Political science student earns internship with U.S. Rep. Joseph Morelle

Kaitlin Sommer’s internship is a step toward her goals of advocacy and change

Travis LaCoss

Kaitlin Sommer sits in front of the Lincoln Memorial in Washington, D.C. She has been working as an intern for U.S. Rep. Joseph Morelle.

This summer has taken third-year political science student Kaitlin Sommer from her hometown of Rochester, N.Y., to Washington, D.C. She has earned an internship working for U.S. Rep. Joseph Morelle, who represents New York’s 25th congressional district. Sommer, who is in the Honors Program, is the inaugural beneficiary of the Kristine and John Simmons Public Policy Scholar Internship Fund, which helps College of Liberal Arts students offset the expense of internships.

What kind of work are you doing at your internship?

I have been really fortunate to experience many different things at my internship. I do the typical intern things such as answer phones, run errands, and respond to emails. The internship with Congressman Morelle’s office is unique, though, because I have been able to work with the legislative assistants a lot with their various projects. I have been working with them on research and writing briefings, and I have even been able to attend meetings with the Congressman.

What got you interested in working in government?

I got interested in working in government through a lot of personal experiences. I was born with a spinal cord injury which has led me to use a wheelchair for more independence. Additionally, my parents are Deaf, and I am fluent in ASL. These experiences have led me to become a natural advocate and want to make change. 

How have your academic studies influenced your current work?

I have gotten a chance to see government through an academic lens and now through a fully hands-on experience. Taking courses at RIT such as cyberpolitics, international political theory, and cyber security policy and law have allowed me to develop a strong foundational understanding of some of the theories of political science. Having this background when I came to D.C. has helped me understand why things happen the way they do. 
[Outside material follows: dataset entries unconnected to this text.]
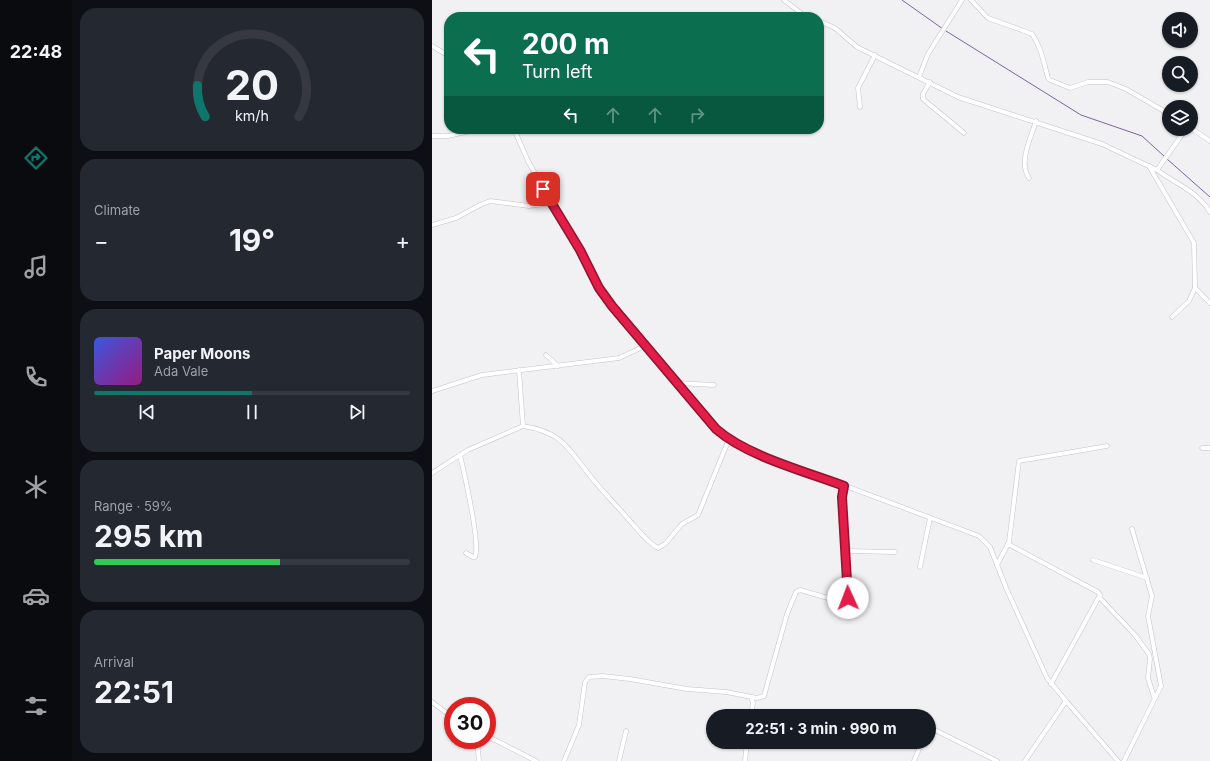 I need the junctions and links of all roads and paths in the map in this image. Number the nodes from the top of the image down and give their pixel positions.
1 (784, 0) edge
2 (962, 0) edge
3 (971, 0) edge
4 (800, 12) edge
5 (824, 23) edge
6 (432, 46) edge
7 (444, 53) edge
8 (876, 55) junction
9 (919, 77) junction
10 (930, 82) junction
11 (860, 107) dead end
12 (1162, 110) edge
13 (1036, 121) junction
14 (964, 133) dead end
15 (1198, 133) edge
16 (457, 134) edge
17 (516, 134) edge
18 (432, 136) edge
19 (1181, 136) edge
20 (1210, 141) edge
21 (1148, 165) junction
22 (1157, 170) junction
23 (1029, 178) dead end
24 (551, 203) junction
25 (1210, 212) edge
26 (432, 225) edge
27 (1195, 288) junction
28 (1210, 303) edge
29 (1172, 318) dead end
30 (645, 346) junction
31 (546, 355) dead end
32 (558, 366) junction
33 (519, 370) junction
34 (677, 383) junction
35 (714, 385) dead end
36 (432, 391) edge
37 (523, 426) junction
38 (729, 439) junction
39 (1107, 446) dead end
40 (1202, 448) dead end
41 (1210, 448) edge
42 (460, 455) junction
43 (432, 473) edge
44 (844, 486) junction
45 (930, 518) junction
46 (1132, 529) dead end
47 (1008, 544) junction
48 (847, 551) junction
49 (895, 552) dead end
50 (466, 553) dead end
51 (1093, 560) dead end
52 (997, 565) junction
53 (920, 567) dead end
54 (1147, 578) junction
55 (1100, 598) junction
56 (1051, 684) junction
57 (751, 697) junction
58 (1156, 697) junction
59 (1066, 701) junction
60 (432, 702) edge
61 (752, 709) edge
62 (444, 711) edge
63 (936, 730) edge
64 (626, 731) dead end
65 (496, 741) edge
66 (478, 749) edge
67 (747, 749) edge
68 (919, 749) edge
69 (479, 761) edge
70 (536, 761) edge
71 (564, 761) edge
72 (619, 761) edge
73 (746, 761) edge
74 (914, 761) edge
75 (997, 761) edge
76 (1025, 761) edge
77 (1118, 761) edge
78 (1124, 761) edge

1 - 4 street
2 - 9 street
3 - 12 street
5 - 8 street
6 - 7 street
8 - 9 street
8 - 11 street
9 - 10 street
10 - 13 street
10 - 14 street
13 - 21 street
13 - 23 street
15 - 20 street
16 - 18 street
17 - 24 street
19 - 22 street
21 - 22 street
21 - 27 street
22 - 25 street
24 - 26 street
24 - 30 street
27 - 28 street
27 - 29 street
30 - 32 street
30 - 34 street
31 - 32 street
32 - 33 street
33 - 36 street
33 - 37 street
34 - 35 street
34 - 38 street
37 - 38 street
37 - 42 street
38 - 44 street
39 - 47 street
40 - 41 street
42 - 43 street
42 - 50 street
44 - 45 street
44 - 48 street
45 - 52 street
45 - 53 street
46 - 54 street
47 - 52 street
47 - 55 street
48 - 49 street
48 - 57 street
51 - 54 street
52 - 56 street
54 - 58 street
55 - 56 street
55 - 58 street
56 - 59 street
57 - 61 street
57 - 71 street
58 - 78 street
59 - 76 street
59 - 77 street
60 - 62 street
63 - 75 street
64 - 72 street
65 - 70 street
66 - 69 street
67 - 73 street
68 - 74 street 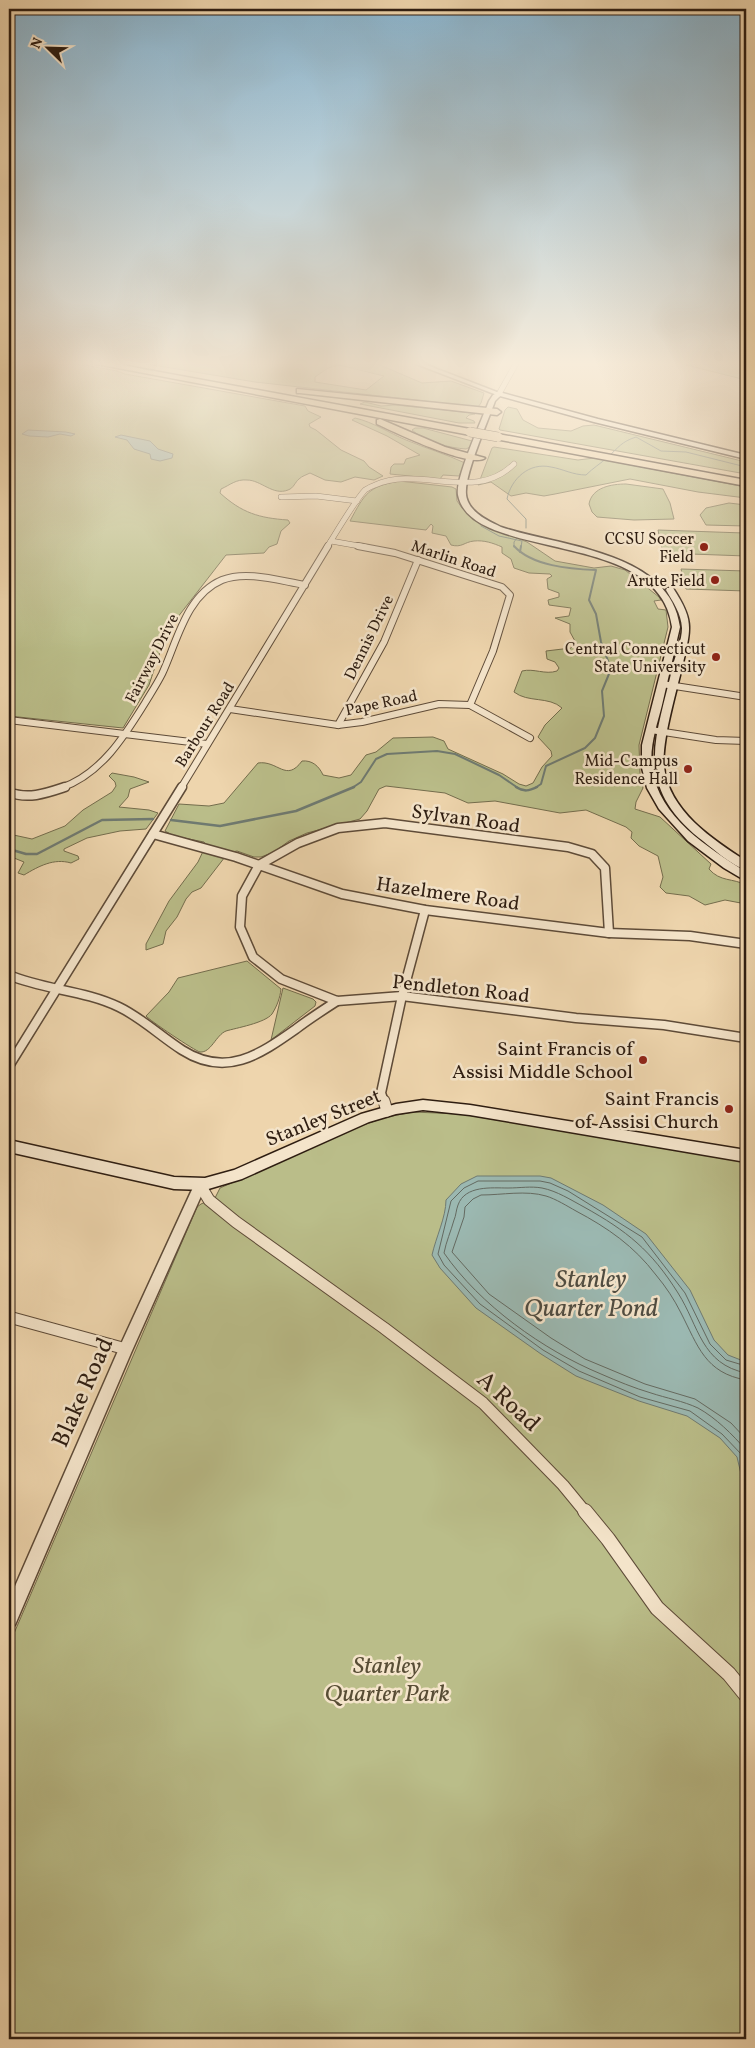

What are your career aspirations?

In the future, my career aspirations are to hopefully go to law school and then do some work in the government or advocacy space. This internship has helped me see the wide range of jobs available in the government and has allowed me to consider which ones I may want to explore some more. Although I have not quite narrowed it down to a specific career aspiration, I am looking forward to doing more internships in the future to help me do so.